WHAT YOU WILL DO ▸ Reproduce the whole of the records exactly, and make sure no picture is carried into the result.

*** EXERCISE DATA Section Begins ***

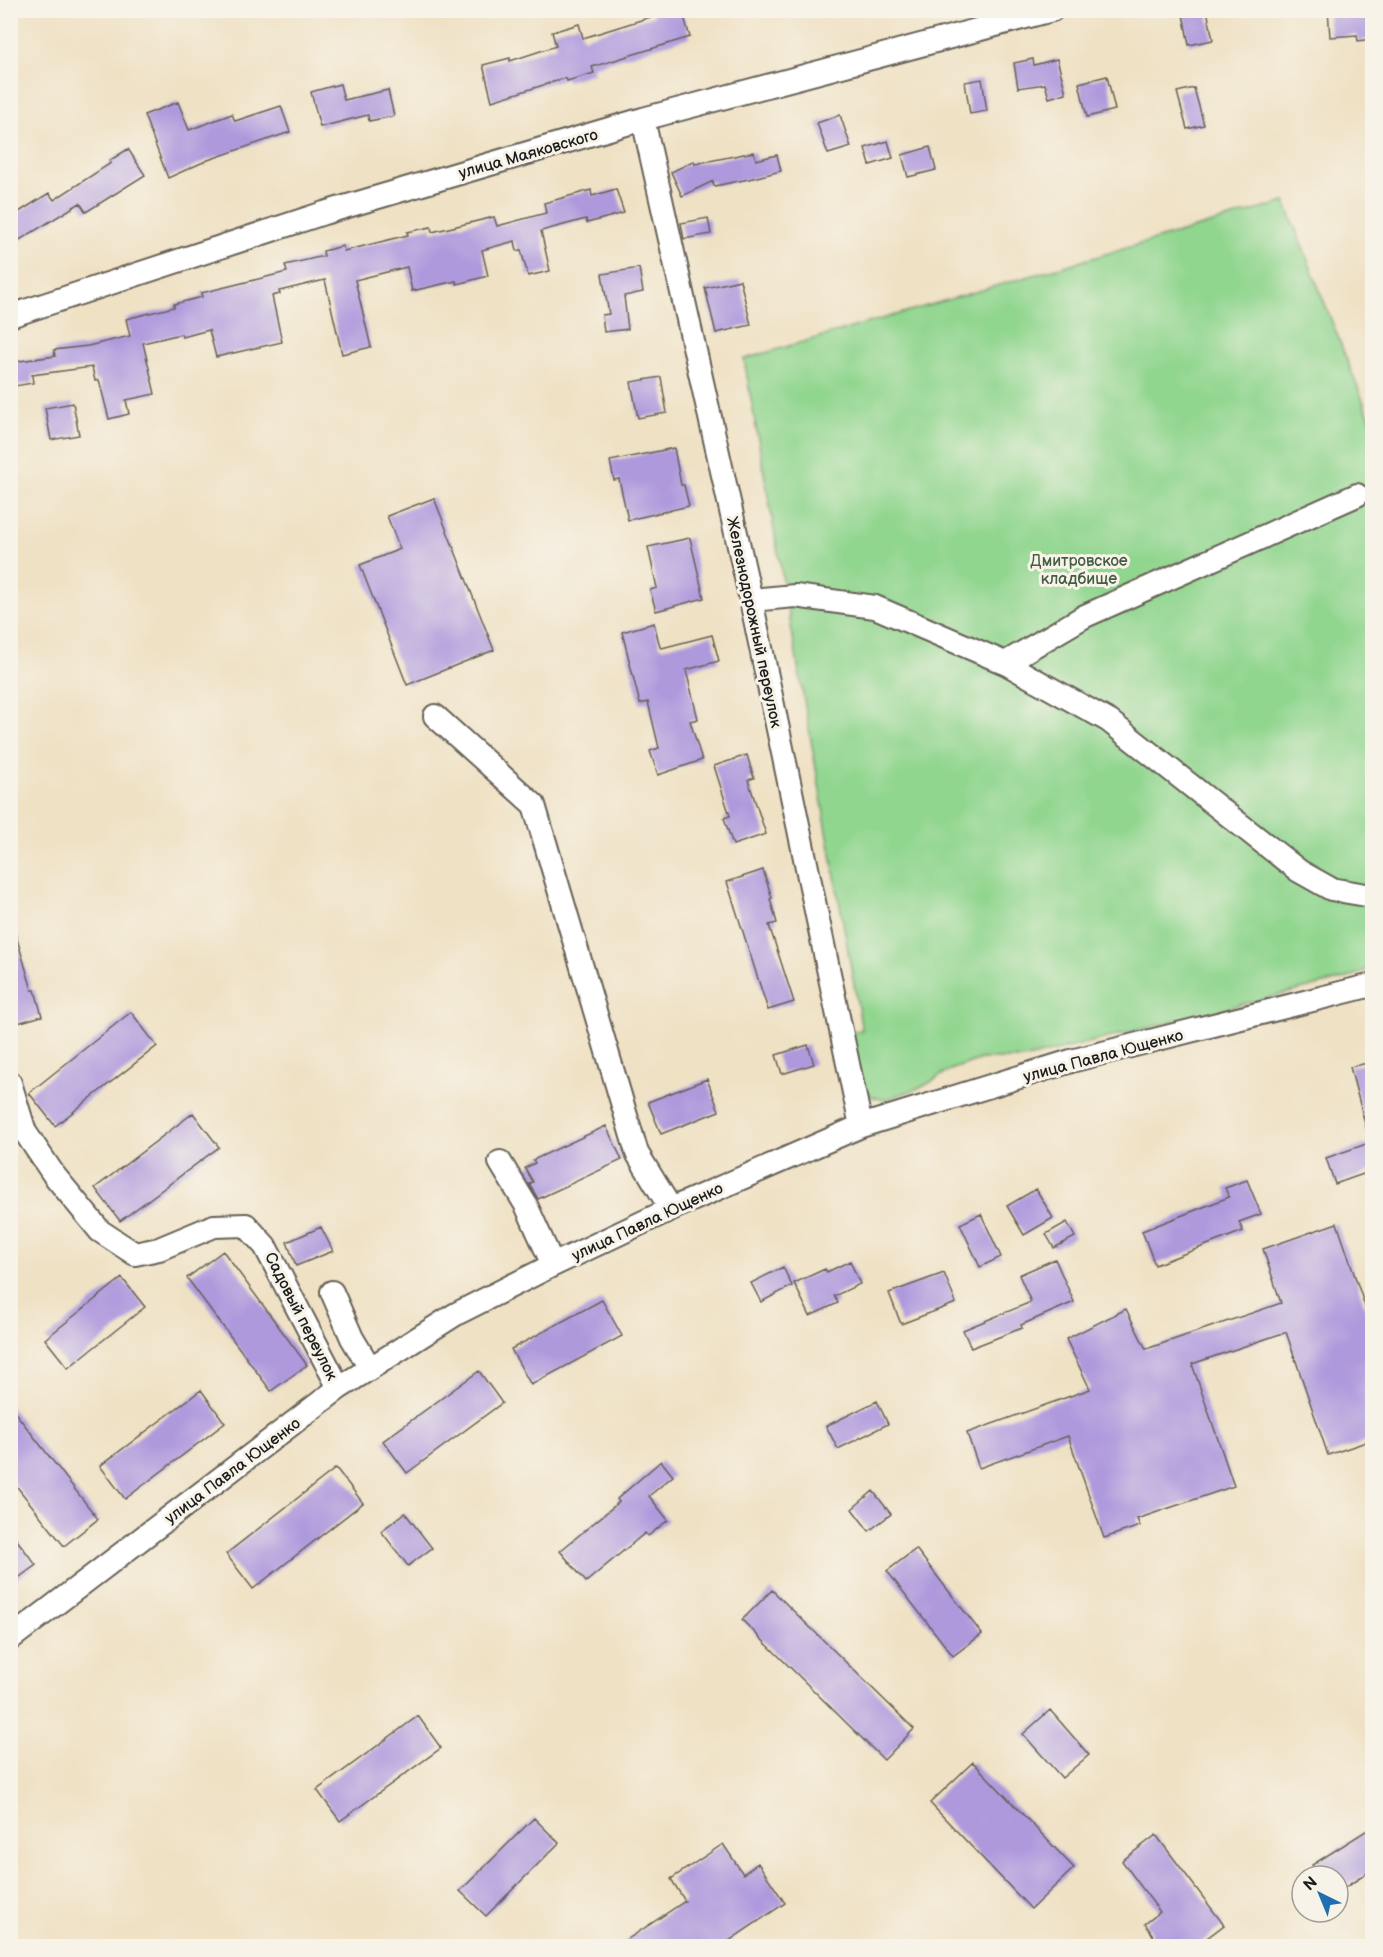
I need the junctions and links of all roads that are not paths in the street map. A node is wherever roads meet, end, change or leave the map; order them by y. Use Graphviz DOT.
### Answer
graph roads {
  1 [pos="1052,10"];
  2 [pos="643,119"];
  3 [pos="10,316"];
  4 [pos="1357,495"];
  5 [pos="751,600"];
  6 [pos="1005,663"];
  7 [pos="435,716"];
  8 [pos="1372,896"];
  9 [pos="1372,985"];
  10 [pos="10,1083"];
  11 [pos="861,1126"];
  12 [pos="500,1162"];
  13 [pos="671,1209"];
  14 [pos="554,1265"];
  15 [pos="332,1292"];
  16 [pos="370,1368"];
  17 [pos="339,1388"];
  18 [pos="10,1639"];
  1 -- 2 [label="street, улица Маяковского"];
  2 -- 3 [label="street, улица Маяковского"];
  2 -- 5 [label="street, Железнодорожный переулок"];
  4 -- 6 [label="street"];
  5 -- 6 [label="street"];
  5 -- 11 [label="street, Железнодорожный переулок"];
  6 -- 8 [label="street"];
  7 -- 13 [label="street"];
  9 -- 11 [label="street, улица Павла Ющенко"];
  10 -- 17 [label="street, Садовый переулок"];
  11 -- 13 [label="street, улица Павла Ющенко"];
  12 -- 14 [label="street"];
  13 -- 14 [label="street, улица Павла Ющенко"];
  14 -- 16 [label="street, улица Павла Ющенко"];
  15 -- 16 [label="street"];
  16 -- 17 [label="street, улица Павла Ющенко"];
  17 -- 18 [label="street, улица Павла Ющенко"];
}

*** EXERCISE DATA Section Ends ***

OUTPUT FOR THIS TASK ▸
I need the junctions and links of all roads that are not paths in the street map. A node is wherever roads meet, end, change or leave the map; order them by y. Use Graphviz DOT.
### Answer
graph roads {
  1 [pos="1052,10"];
  2 [pos="643,119"];
  3 [pos="10,316"];
  4 [pos="1357,495"];
  5 [pos="751,600"];
  6 [pos="1005,663"];
  7 [pos="435,716"];
  8 [pos="1372,896"];
  9 [pos="1372,985"];
  10 [pos="10,1083"];
  11 [pos="861,1126"];
  12 [pos="500,1162"];
  13 [pos="671,1209"];
  14 [pos="554,1265"];
  15 [pos="332,1292"];
  16 [pos="370,1368"];
  17 [pos="339,1388"];
  18 [pos="10,1639"];
  1 -- 2 [label="street, улица Маяковского"];
  2 -- 3 [label="street, улица Маяковского"];
  2 -- 5 [label="street, Железнодорожный переулок"];
  4 -- 6 [label="street"];
  5 -- 6 [label="street"];
  5 -- 11 [label="street, Железнодорожный переулок"];
  6 -- 8 [label="street"];
  7 -- 13 [label="street"];
  9 -- 11 [label="street, улица Павла Ющенко"];
  10 -- 17 [label="street, Садовый переулок"];
  11 -- 13 [label="street, улица Павла Ющенко"];
  12 -- 14 [label="street"];
  13 -- 14 [label="street, улица Павла Ющенко"];
  14 -- 16 [label="street, улица Павла Ющенко"];
  15 -- 16 [label="street"];
  16 -- 17 [label="street, улица Павла Ющенко"];
  17 -- 18 [label="street, улица Павла Ющенко"];
}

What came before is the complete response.